Como se tornará possível, contudo, amoldar a concepção idealizada do exercício da liberdade política pela sociedade à crescente concentração de poderes pelo Estado? Este processo concentracionista e de enfeixamento de poderes é, sem dúvida, irreversível — pois onde se vêem profundas transformações impostas a governantes por governados, em nossos dias, senão nas nações mais pobres e de organização praticamente rudimentar, nas quais não se pode dizer, em sã consciência, que esteja presente o Estado moderno a que nos referimos? E é também verdade, por outro lado, que Estado e sociedade se apresentam como forças em constante contradição, em permanente contraposição, como se o poder de uma estivesse a desafiar, continuamente, o poder da outra. Como resolver, então, este paradoxo?

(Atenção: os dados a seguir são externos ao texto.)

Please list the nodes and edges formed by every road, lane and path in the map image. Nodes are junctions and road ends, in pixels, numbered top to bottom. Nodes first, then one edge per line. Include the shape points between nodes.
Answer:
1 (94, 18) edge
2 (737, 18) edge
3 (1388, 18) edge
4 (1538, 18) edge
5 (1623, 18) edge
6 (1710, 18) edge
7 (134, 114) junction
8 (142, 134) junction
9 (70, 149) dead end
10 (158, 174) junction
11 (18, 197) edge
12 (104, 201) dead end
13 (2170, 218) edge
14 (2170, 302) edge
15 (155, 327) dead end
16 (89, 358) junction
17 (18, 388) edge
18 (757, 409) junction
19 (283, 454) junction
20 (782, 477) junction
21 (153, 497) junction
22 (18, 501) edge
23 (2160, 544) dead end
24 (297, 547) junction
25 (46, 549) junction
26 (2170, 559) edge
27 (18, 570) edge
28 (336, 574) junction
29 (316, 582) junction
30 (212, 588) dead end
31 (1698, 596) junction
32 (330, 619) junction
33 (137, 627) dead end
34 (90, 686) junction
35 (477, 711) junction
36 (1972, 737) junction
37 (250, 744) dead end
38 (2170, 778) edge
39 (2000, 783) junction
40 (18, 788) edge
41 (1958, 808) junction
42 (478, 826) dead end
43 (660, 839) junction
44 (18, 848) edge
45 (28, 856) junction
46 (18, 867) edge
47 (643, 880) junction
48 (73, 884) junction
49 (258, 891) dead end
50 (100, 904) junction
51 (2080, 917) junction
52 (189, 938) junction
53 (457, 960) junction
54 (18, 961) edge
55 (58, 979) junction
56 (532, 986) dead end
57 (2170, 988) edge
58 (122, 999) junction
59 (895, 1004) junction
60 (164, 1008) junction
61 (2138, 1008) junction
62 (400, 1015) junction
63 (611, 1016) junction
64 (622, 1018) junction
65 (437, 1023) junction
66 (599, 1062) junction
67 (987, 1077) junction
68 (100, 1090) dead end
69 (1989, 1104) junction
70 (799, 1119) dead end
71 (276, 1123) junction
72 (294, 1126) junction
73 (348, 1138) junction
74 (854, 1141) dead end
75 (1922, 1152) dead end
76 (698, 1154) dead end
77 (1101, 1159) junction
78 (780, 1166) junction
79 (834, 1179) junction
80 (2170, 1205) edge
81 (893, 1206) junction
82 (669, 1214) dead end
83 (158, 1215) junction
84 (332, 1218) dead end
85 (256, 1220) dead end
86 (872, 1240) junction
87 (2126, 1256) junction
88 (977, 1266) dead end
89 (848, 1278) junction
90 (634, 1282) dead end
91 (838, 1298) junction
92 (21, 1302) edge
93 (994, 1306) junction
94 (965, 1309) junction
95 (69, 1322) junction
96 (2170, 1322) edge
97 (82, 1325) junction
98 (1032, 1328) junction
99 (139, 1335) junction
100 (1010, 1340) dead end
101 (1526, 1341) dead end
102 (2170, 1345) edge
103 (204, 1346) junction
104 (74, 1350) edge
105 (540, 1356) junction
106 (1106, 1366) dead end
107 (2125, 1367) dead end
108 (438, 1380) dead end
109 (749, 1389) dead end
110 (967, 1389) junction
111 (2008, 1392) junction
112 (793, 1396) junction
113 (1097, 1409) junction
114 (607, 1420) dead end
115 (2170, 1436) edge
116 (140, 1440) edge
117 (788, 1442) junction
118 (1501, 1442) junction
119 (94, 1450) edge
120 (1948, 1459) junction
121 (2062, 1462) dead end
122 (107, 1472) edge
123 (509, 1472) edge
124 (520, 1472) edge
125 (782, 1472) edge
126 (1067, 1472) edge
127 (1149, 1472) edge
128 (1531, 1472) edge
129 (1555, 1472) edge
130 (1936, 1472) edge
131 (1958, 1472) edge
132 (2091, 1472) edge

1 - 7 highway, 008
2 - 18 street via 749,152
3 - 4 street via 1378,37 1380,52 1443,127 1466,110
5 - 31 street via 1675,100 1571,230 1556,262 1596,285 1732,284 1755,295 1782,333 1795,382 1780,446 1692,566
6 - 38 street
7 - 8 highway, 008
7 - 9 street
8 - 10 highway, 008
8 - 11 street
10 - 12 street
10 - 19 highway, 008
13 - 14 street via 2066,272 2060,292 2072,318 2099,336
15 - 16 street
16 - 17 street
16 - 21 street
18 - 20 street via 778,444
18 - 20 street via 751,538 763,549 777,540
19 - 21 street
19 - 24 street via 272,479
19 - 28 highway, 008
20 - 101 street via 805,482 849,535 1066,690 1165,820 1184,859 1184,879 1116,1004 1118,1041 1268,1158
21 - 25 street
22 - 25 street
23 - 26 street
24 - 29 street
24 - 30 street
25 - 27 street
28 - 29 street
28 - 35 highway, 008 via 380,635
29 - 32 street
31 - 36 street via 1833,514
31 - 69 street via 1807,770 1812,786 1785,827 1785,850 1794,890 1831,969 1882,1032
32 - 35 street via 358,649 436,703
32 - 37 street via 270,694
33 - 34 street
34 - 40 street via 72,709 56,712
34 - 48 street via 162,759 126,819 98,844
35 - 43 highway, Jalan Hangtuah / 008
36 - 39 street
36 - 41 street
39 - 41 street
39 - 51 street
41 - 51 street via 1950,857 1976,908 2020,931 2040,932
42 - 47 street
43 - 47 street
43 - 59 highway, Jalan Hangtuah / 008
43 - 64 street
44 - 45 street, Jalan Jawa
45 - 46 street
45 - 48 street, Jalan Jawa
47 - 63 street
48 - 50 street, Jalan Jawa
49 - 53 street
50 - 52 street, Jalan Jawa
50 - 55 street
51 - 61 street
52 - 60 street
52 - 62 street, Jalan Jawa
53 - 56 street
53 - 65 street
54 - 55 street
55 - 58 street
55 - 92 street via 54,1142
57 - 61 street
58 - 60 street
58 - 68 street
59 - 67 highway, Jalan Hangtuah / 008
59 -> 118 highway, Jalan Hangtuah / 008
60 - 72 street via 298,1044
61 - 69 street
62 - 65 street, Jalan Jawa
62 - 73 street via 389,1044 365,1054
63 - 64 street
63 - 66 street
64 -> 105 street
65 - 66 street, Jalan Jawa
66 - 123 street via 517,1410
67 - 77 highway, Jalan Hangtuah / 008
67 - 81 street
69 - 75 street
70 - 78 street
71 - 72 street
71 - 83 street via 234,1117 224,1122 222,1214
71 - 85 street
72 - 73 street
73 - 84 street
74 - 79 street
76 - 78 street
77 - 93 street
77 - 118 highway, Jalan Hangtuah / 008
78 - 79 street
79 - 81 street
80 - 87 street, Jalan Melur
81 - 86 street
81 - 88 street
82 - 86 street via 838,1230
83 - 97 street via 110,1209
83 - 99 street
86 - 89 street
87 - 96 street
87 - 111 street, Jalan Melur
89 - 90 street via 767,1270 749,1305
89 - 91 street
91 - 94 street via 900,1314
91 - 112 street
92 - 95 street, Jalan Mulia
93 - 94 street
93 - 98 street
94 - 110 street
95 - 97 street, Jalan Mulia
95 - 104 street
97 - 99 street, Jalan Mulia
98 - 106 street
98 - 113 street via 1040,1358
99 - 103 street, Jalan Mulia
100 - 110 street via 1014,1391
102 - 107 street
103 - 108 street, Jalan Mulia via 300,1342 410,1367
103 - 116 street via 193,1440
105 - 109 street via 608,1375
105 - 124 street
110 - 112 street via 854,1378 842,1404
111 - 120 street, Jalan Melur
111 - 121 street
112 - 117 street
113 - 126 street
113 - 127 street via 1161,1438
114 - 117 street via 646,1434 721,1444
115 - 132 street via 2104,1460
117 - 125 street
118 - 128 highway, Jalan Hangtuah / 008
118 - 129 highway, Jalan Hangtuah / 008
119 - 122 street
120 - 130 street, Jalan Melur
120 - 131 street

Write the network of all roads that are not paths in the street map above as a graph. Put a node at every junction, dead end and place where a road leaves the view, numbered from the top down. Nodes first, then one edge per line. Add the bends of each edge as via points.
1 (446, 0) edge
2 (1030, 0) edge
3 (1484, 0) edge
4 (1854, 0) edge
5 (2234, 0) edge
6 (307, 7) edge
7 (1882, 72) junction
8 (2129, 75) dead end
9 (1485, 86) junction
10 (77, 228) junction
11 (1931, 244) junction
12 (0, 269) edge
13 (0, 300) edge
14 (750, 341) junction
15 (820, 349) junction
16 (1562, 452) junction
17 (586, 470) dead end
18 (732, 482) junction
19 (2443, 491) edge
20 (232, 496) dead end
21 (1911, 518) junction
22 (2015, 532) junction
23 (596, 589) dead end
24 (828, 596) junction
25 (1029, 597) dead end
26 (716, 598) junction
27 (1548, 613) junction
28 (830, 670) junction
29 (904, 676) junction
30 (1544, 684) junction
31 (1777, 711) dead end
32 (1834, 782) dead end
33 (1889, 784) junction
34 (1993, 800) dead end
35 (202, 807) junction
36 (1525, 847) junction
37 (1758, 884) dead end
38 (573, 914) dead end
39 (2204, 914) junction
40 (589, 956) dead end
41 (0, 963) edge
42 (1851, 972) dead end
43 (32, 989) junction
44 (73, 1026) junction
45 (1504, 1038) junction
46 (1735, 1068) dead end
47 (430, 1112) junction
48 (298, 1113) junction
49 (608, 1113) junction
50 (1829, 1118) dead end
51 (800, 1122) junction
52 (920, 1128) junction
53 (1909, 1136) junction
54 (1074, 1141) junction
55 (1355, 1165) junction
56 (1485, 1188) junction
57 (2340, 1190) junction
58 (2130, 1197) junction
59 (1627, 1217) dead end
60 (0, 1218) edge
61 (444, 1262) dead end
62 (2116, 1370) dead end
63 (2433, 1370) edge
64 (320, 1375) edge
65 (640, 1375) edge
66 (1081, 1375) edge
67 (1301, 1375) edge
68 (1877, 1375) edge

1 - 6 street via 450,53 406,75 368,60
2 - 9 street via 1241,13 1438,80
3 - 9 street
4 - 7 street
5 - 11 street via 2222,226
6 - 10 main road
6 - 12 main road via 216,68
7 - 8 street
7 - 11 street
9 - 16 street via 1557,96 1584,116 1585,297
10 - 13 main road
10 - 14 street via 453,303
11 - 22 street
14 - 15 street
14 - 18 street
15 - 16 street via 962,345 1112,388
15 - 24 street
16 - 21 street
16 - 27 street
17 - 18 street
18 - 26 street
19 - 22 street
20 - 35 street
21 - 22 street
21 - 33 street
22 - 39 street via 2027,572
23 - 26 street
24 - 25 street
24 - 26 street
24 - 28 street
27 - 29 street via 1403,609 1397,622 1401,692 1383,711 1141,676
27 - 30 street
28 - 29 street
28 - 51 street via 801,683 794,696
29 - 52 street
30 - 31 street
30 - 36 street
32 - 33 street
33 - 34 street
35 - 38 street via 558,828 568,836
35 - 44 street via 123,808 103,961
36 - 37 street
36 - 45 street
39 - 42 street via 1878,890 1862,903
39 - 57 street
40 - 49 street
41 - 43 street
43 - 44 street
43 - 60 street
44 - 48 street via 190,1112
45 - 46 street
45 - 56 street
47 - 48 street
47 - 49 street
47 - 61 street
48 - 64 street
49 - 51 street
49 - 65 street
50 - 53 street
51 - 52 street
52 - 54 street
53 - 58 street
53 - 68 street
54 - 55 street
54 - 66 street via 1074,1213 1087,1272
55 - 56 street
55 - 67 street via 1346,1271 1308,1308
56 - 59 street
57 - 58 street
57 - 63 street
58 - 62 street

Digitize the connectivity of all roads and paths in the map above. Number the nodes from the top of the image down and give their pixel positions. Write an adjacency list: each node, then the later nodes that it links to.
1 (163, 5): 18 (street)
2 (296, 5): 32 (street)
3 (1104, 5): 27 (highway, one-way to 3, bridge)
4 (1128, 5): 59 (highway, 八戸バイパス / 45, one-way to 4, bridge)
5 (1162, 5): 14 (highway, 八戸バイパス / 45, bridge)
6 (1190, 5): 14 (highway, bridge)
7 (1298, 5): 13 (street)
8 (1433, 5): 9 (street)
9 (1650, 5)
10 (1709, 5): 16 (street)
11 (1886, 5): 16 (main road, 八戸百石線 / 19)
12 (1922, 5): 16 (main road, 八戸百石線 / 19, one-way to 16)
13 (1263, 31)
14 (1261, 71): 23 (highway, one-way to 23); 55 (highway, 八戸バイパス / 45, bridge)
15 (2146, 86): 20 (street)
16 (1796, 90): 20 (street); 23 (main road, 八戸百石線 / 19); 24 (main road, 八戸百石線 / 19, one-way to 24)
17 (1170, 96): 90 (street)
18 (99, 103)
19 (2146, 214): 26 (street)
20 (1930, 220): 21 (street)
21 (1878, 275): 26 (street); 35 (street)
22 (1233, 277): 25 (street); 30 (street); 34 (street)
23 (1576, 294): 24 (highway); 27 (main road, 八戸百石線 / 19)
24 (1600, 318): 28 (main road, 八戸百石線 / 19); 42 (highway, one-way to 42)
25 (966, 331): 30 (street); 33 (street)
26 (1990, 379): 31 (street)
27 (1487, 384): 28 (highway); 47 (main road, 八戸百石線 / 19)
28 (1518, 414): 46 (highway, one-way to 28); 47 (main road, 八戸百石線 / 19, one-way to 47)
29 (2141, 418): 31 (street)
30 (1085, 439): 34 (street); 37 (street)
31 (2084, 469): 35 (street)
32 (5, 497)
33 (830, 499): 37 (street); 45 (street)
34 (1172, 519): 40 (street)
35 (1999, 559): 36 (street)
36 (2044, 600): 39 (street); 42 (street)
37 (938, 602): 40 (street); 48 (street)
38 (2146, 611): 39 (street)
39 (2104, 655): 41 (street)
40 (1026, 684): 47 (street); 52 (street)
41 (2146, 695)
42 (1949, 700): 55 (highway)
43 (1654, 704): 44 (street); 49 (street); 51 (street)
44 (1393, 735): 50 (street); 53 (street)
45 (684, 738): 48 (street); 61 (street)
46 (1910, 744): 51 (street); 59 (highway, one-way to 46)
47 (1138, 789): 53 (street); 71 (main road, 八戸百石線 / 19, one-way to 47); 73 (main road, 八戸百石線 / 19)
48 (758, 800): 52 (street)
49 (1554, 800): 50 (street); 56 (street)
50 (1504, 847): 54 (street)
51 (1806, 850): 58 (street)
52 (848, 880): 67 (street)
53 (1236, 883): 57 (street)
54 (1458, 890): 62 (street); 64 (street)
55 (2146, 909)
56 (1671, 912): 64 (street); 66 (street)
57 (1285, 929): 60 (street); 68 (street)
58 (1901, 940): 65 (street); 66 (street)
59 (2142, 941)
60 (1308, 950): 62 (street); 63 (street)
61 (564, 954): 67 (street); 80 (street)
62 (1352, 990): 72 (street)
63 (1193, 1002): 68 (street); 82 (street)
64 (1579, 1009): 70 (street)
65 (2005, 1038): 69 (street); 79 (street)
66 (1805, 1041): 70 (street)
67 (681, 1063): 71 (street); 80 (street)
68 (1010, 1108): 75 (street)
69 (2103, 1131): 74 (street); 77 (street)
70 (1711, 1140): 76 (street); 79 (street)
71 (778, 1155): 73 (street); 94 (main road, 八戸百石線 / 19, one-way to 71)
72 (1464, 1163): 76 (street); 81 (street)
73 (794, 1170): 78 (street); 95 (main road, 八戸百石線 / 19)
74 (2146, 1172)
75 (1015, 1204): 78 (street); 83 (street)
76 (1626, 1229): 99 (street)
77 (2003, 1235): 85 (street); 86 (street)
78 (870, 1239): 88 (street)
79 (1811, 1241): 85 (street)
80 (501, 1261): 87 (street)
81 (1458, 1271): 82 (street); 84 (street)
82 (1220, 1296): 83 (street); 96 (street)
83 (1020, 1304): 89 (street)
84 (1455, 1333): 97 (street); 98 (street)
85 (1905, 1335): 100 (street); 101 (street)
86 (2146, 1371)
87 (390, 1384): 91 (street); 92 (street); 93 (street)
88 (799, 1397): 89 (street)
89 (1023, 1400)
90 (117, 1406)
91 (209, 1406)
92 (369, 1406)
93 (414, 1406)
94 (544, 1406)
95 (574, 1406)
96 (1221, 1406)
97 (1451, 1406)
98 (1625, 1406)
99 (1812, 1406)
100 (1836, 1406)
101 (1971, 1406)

É necessário estabelecer, para que se torne possível resolver esta contradição, quais os limites das funções do Estado e da sociedade. Impõe-se conhecer até onde pode atuar o poder estatal, o que será o mesmo que saber até onde pode a sociedade, como corpo orgânico, fazer atuar, através da participação, o seu próprio poder. Esta verificação tem como ponto de partida, inevitavelmente, a constatação de que os homens têm falhado na tutela da sua própria liberdade. Séculos de história indicam que a tirania, travestida nas mais variadas formas de governo e de organização de Estados, se impõe e domina através de regimes de opressão. Pouco importando qual o grau desta opressão, manifesta-se ela, aqui, pela violência aberta e direta, ali pela injustiça social e pela desigual distribuição dos bens e dos recursos, em quase todos os lugares pelo corrompimento do aparelho administrativo.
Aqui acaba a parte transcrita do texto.